As friends, Kevin and Jim share a lot. They’re both proud theater nerds with a passion for acting—and they cheer each other on, whether they’re on stage or off. They attend each other’s performances, go on double dates with their partners. They’ve even gone on vacation together. But until recently, Kevin had no idea Jim was living with HIV.
The funny thing is, Jim’s status wasn’t a secret. “I definitely told people when I needed support,” says Jim. But since his HIV is well-managed with an effective treatment plan, Jim hasn’t felt an urgent need share that part of his life. Because living with HIV is a really small part of that life. “It’s funny, sometimes I go along assuming my friends know, and then they find out the day that I sort of casually say something.”

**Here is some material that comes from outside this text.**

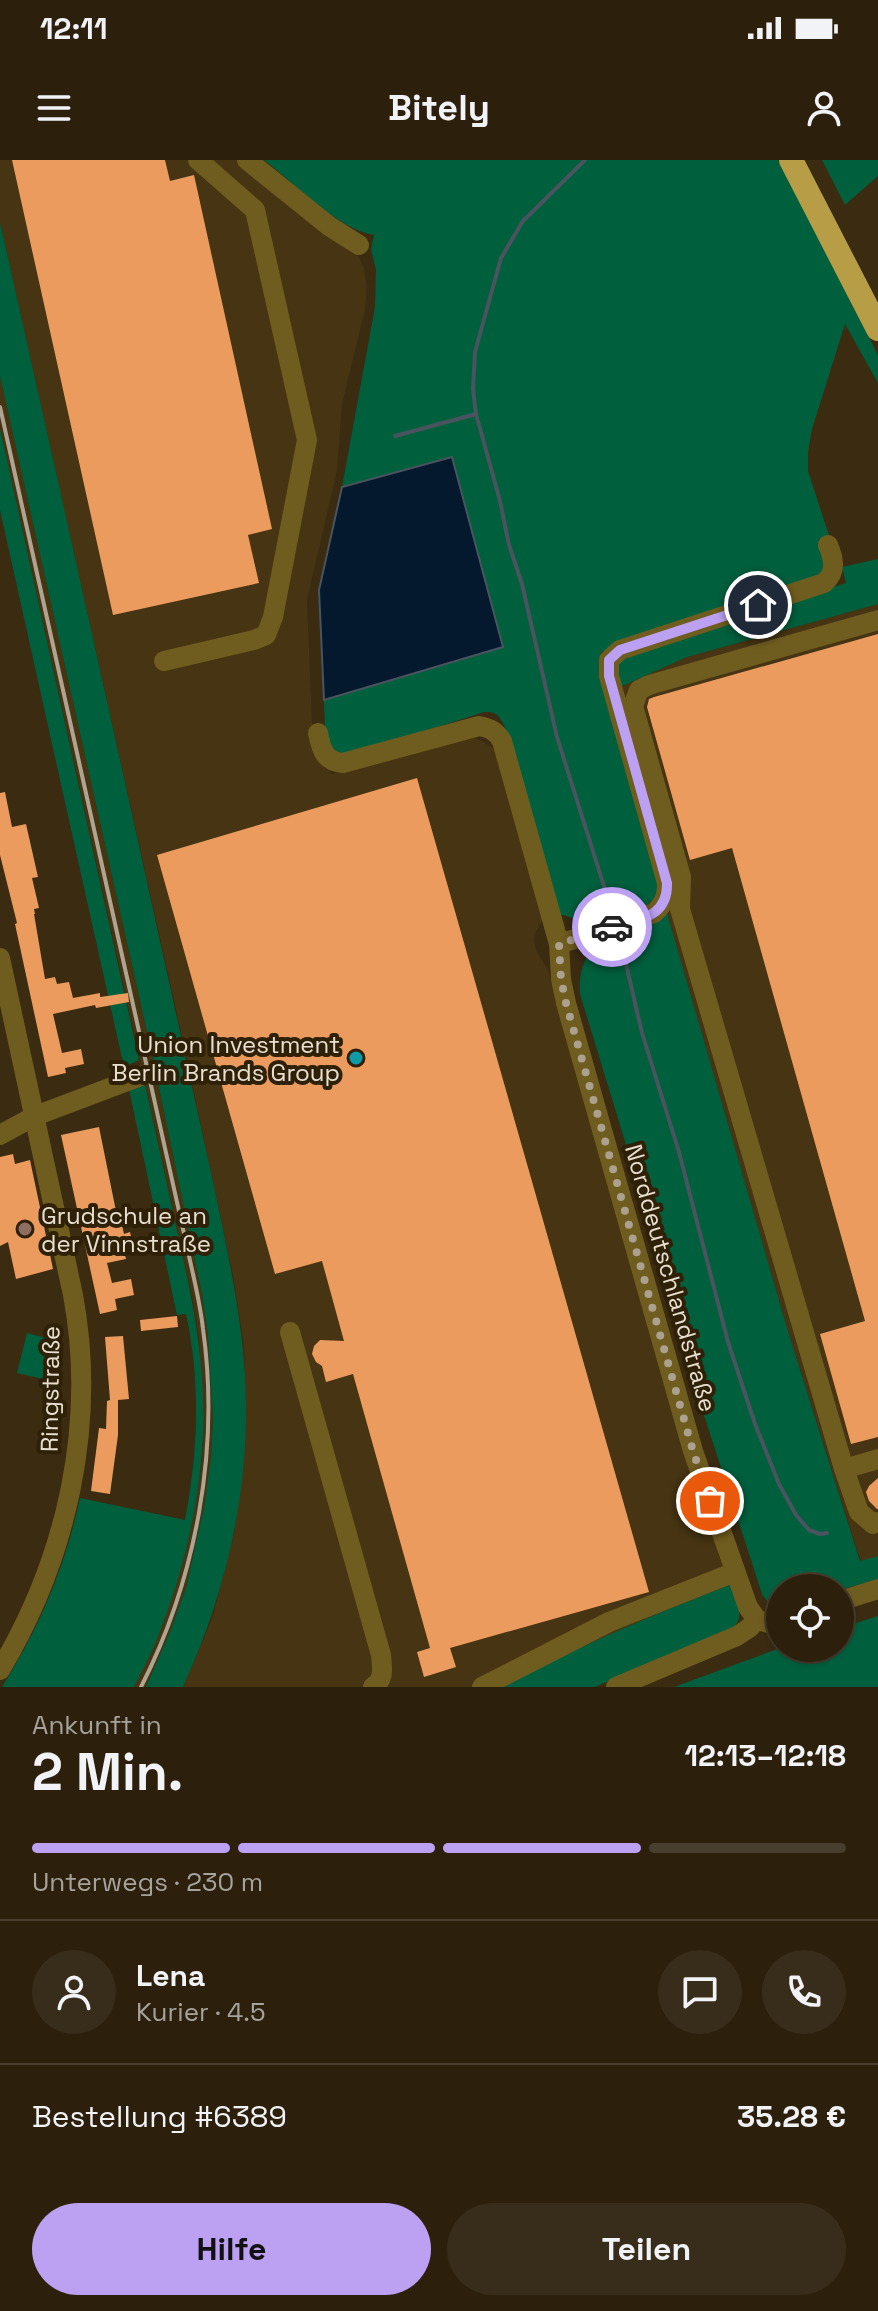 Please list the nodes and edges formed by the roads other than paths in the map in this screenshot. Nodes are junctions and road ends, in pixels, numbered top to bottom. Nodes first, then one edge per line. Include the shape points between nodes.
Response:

HIV in real life is being confident, being healthy, being aware and being open.
That’s what happened with Kevin. But it doesn’t mean Jim takes his friend’s support for granted. Because both Kevin and Jim have experienced the sting of stigma—and they know how important having people to turn to can be.
“Just even mentioning that you’re bisexual—everyone has these notions, these ideas and fears that they associate with it,” says Kevin. “So you have to overcome that. I know people who think they know me better than me, and that was really hard.”
Jim faced similar challenges. “It’s part of the territory to combat a lot of assumptions when you’re either HIV positive and/or part of the LGBT community,” says Jim. “I’ve had times in life where depression was an issue. I know what it felt like to not have that sense that people have your back. It just feels dark and you feel lonely and useless, really. It’s left a such a mark on me that really all the things that I do in life is try to create those places of belonging.”
“If I didn’t have a support system it would be a lot harder to navigate the world,” says Kevin. And that makes him want to be a real advocate for people living with HIV—in his own life and in his community. After all, as he recently discovered, you never know who might need your acceptance and support.
“I was one of those people who didn’t think it affected me,” says Kevin. “But odds are you probably do know somebody who is affected by it.”